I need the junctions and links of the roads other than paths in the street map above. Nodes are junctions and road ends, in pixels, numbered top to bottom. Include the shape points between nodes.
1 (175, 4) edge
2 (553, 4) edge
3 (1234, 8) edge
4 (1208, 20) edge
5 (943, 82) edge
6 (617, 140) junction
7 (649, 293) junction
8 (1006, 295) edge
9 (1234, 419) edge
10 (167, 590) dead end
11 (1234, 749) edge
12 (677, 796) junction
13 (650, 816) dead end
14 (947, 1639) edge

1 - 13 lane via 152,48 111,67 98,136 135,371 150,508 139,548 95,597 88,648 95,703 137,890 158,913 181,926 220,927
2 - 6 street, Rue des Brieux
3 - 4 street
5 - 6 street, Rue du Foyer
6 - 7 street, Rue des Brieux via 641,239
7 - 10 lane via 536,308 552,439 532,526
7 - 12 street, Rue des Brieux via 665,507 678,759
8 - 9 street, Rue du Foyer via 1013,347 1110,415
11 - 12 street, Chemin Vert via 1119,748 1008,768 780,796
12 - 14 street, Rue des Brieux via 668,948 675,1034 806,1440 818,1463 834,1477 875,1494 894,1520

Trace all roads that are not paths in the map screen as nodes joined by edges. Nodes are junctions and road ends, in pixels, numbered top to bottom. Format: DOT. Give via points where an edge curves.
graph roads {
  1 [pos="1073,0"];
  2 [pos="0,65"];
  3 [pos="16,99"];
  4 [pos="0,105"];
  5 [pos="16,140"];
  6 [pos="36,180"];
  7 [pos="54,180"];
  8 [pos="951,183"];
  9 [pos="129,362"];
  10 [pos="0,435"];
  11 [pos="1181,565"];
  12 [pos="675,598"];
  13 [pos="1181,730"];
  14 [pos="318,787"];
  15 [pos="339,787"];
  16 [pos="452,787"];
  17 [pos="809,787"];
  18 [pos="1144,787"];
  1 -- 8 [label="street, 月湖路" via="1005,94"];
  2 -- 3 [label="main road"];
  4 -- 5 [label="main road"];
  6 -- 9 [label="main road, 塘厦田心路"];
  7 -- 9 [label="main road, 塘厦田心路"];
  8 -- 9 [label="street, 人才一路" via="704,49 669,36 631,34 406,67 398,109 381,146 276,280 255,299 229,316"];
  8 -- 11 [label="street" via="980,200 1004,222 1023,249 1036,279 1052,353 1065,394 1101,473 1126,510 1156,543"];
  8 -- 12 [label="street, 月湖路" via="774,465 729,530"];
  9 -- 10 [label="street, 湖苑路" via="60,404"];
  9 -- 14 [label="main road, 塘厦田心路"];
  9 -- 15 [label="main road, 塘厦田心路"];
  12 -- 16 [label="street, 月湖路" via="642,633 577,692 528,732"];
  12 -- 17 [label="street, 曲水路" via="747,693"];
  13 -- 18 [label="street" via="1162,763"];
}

^^^^^^^^^^^^^^^^

§ WHAT IS BEING ASKED
Print the entries again so that each one matches exactly.

§ TASK OUTPUT
I need the junctions and links of the roads other than paths in the street map above. Nodes are junctions and road ends, in pixels, numbered top to bottom. Include the shape points between nodes.
1 (175, 4) edge
2 (553, 4) edge
3 (1234, 8) edge
4 (1208, 20) edge
5 (943, 82) edge
6 (617, 140) junction
7 (649, 293) junction
8 (1006, 295) edge
9 (1234, 419) edge
10 (167, 590) dead end
11 (1234, 749) edge
12 (677, 796) junction
13 (650, 816) dead end
14 (947, 1639) edge

1 - 13 lane via 152,48 111,67 98,136 135,371 150,508 139,548 95,597 88,648 95,703 137,890 158,913 181,926 220,927
2 - 6 street, Rue des Brieux
3 - 4 street
5 - 6 street, Rue du Foyer
6 - 7 street, Rue des Brieux via 641,239
7 - 10 lane via 536,308 552,439 532,526
7 - 12 street, Rue des Brieux via 665,507 678,759
8 - 9 street, Rue du Foyer via 1013,347 1110,415
11 - 12 street, Chemin Vert via 1119,748 1008,768 780,796
12 - 14 street, Rue des Brieux via 668,948 675,1034 806,1440 818,1463 834,1477 875,1494 894,1520

Trace all roads that are not paths in the map screen as nodes joined by edges. Nodes are junctions and road ends, in pixels, numbered top to bottom. Format: DOT. Give via points where an edge curves.
graph roads {
  1 [pos="1073,0"];
  2 [pos="0,65"];
  3 [pos="16,99"];
  4 [pos="0,105"];
  5 [pos="16,140"];
  6 [pos="36,180"];
  7 [pos="54,180"];
  8 [pos="951,183"];
  9 [pos="129,362"];
  10 [pos="0,435"];
  11 [pos="1181,565"];
  12 [pos="675,598"];
  13 [pos="1181,730"];
  14 [pos="318,787"];
  15 [pos="339,787"];
  16 [pos="452,787"];
  17 [pos="809,787"];
  18 [pos="1144,787"];
  1 -- 8 [label="street, 月湖路" via="1005,94"];
  2 -- 3 [label="main road"];
  4 -- 5 [label="main road"];
  6 -- 9 [label="main road, 塘厦田心路"];
  7 -- 9 [label="main road, 塘厦田心路"];
  8 -- 9 [label="street, 人才一路" via="704,49 669,36 631,34 406,67 398,109 381,146 276,280 255,299 229,316"];
  8 -- 11 [label="street" via="980,200 1004,222 1023,249 1036,279 1052,353 1065,394 1101,473 1126,510 1156,543"];
  8 -- 12 [label="street, 月湖路" via="774,465 729,530"];
  9 -- 10 [label="street, 湖苑路" via="60,404"];
  9 -- 14 [label="main road, 塘厦田心路"];
  9 -- 15 [label="main road, 塘厦田心路"];
  12 -- 16 [label="street, 月湖路" via="642,633 577,692 528,732"];
  12 -- 17 [label="street, 曲水路" via="747,693"];
  13 -- 18 [label="street" via="1162,763"];
}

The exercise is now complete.